The decision to create the SFU three years ago was taken in line with the regular analysis, re-organisation and restructuring of the GAF by the Military High Command, the Director of Public Affairs of the GAF, Colonel Atintande M'bawine, told the Daily Graphic Wednesday.

The appearance of a contingent of the SFU of the GAF during Ghana's 55th independence anniversary parade on March 6, 2012 is gradually generating a political storm in the country.

While the opposition New Patriotic Party (NPP) suspects that there is an ill-motive for the formation of such a force in an election year, the GAF have responded to allay the fears of Ghanaians and political parties that there is no cause for alarm.

According to the GAF, the appearance of the unit should rather be applauded, as it demonstrated that the men and women in green were up to the task for which they were being paid by the taxpayer.

The SFU was the toast of the anniversary parade as the bravado and swag they displayed made sections of the crowd at the Independence Square and viewers of television explode into wild jubilation and applause.

However, a leading member of the NPP, Mr Mustapha Hamid, said it was difficult to understand why the unit had even been created in an election year.
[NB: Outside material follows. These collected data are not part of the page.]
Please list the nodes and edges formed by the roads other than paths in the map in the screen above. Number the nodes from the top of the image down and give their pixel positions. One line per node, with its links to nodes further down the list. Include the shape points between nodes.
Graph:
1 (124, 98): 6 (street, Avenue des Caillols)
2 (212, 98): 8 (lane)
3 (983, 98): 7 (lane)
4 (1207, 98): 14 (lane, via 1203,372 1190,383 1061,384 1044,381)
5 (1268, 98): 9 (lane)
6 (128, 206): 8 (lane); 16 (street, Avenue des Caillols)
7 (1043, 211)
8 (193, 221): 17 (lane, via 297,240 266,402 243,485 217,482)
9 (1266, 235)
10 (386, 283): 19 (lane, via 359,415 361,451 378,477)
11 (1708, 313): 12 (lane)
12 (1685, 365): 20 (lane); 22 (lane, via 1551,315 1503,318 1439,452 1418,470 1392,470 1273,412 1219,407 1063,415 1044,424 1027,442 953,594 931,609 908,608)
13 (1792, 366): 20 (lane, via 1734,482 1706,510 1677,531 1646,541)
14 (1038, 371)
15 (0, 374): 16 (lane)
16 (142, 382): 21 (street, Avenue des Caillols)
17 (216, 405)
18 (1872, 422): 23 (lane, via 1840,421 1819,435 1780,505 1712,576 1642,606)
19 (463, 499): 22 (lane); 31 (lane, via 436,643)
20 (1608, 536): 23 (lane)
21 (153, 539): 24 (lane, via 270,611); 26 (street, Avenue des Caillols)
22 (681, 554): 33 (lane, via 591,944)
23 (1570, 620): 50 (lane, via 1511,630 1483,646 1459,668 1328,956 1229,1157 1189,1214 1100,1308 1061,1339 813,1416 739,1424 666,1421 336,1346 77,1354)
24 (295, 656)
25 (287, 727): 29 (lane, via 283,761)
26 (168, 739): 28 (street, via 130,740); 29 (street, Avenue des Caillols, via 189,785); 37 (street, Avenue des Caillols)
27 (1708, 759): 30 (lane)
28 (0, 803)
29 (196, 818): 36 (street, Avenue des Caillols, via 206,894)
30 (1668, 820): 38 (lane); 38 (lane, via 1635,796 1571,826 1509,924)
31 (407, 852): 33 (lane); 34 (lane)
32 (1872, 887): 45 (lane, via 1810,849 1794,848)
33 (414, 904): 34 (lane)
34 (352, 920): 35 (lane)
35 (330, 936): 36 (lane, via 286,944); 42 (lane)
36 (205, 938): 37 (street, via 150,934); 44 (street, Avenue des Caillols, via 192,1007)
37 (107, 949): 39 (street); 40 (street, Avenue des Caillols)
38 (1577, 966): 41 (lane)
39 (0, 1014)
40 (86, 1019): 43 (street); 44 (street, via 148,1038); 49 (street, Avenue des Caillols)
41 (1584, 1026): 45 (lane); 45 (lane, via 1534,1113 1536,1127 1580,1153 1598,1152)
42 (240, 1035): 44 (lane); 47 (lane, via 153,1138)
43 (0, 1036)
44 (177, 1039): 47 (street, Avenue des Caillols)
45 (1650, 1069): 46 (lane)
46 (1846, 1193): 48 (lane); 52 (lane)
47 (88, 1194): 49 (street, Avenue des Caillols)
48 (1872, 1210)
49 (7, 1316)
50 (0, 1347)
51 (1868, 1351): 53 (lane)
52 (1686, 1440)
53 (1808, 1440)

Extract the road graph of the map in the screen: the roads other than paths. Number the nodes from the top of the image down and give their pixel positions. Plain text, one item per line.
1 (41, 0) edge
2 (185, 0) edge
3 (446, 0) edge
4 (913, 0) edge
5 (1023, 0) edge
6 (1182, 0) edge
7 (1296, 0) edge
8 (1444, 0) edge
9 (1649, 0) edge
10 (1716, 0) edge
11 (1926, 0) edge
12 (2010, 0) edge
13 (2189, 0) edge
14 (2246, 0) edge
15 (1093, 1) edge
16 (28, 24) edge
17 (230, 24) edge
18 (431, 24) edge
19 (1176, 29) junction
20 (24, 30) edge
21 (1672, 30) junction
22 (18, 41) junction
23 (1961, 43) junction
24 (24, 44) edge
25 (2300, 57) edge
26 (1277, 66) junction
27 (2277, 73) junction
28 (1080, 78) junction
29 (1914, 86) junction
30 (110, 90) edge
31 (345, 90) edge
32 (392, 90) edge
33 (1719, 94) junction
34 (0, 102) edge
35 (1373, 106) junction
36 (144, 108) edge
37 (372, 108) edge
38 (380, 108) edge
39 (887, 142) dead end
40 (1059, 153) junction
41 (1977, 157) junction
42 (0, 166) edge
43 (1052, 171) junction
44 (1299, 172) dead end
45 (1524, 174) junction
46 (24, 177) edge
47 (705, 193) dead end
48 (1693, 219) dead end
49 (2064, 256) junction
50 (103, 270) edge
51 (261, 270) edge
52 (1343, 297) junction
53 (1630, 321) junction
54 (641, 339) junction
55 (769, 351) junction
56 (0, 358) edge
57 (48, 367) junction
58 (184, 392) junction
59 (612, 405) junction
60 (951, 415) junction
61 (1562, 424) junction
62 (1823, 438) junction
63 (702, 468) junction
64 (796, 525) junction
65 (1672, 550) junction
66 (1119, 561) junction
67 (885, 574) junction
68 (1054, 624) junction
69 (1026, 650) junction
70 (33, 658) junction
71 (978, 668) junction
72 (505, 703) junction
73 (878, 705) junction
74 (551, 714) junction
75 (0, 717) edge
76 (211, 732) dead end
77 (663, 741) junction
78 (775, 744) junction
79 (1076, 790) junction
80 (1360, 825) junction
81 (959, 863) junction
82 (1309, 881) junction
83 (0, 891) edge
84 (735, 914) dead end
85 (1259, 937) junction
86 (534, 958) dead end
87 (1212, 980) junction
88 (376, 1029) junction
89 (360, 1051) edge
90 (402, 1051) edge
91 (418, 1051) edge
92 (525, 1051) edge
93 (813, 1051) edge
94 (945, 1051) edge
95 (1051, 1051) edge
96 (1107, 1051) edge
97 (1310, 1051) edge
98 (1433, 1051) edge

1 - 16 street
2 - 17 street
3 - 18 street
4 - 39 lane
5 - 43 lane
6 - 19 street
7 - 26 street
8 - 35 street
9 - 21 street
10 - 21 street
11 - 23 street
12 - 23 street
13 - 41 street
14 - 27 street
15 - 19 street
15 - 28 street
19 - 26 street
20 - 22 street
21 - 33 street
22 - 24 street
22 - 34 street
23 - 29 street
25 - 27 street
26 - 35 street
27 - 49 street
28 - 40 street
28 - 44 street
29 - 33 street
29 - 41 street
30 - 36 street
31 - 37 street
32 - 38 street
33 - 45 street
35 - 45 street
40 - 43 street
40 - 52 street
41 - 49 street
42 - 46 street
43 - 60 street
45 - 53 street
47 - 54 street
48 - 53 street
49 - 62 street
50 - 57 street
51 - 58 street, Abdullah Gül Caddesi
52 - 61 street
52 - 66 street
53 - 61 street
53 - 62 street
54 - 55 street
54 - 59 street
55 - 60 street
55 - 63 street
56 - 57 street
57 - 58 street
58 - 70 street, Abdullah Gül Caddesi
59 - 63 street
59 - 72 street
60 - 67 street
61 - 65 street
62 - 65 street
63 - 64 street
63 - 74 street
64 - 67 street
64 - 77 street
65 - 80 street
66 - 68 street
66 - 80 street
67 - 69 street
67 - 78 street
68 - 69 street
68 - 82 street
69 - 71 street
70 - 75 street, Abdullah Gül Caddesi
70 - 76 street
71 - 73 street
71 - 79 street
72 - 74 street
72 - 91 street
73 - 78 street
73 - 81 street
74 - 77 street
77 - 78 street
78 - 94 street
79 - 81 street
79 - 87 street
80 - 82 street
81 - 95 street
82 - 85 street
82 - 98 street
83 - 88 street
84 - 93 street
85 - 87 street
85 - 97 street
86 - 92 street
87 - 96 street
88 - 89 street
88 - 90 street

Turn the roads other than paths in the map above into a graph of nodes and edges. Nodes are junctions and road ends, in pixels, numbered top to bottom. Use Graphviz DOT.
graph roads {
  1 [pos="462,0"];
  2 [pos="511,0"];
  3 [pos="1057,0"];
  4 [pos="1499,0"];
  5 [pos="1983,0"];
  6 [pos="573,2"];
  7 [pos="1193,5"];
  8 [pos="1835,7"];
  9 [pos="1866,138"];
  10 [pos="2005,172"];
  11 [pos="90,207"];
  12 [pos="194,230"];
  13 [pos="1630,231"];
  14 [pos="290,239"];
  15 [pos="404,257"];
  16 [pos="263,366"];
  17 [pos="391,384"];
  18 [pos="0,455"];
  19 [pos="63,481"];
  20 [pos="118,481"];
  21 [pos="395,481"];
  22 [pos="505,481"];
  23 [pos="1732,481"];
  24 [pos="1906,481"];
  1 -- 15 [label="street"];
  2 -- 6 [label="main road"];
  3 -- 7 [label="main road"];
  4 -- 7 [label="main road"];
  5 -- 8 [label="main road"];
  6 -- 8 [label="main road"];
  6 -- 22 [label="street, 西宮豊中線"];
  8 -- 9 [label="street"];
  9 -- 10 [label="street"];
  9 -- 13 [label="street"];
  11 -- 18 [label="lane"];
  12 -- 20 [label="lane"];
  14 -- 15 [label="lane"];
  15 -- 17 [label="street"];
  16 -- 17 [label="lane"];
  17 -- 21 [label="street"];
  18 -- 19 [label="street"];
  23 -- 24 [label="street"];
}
According to him, the creation of the Special Forces, especially in an election year, betrayed the intentions of the incumbent government, especially when the 1992 Constitution proscribed the existence of Special Forces within the GAF.

“That is an anomaly. Why do we have to have a normal Army contingent, a normal Navy contingent, a normal Air Force contingent and then within the Air Force have a special force? I think that requires some explanation from the Ghana Army or the Chief of the

Defence Staff or the Ministry of Defence,” he said on an Accra-based radio station.

Mr Hamid, who is also the Spokesperson for the NPP flag bearer, Nana Addo Dankwa Akufo-Addo, was of the view that the creation of special forces in the Army “creates confusion and division and dissent within our regular forces”, arguing that there ought to be an ill-motive behind the creation of such a force in an election year.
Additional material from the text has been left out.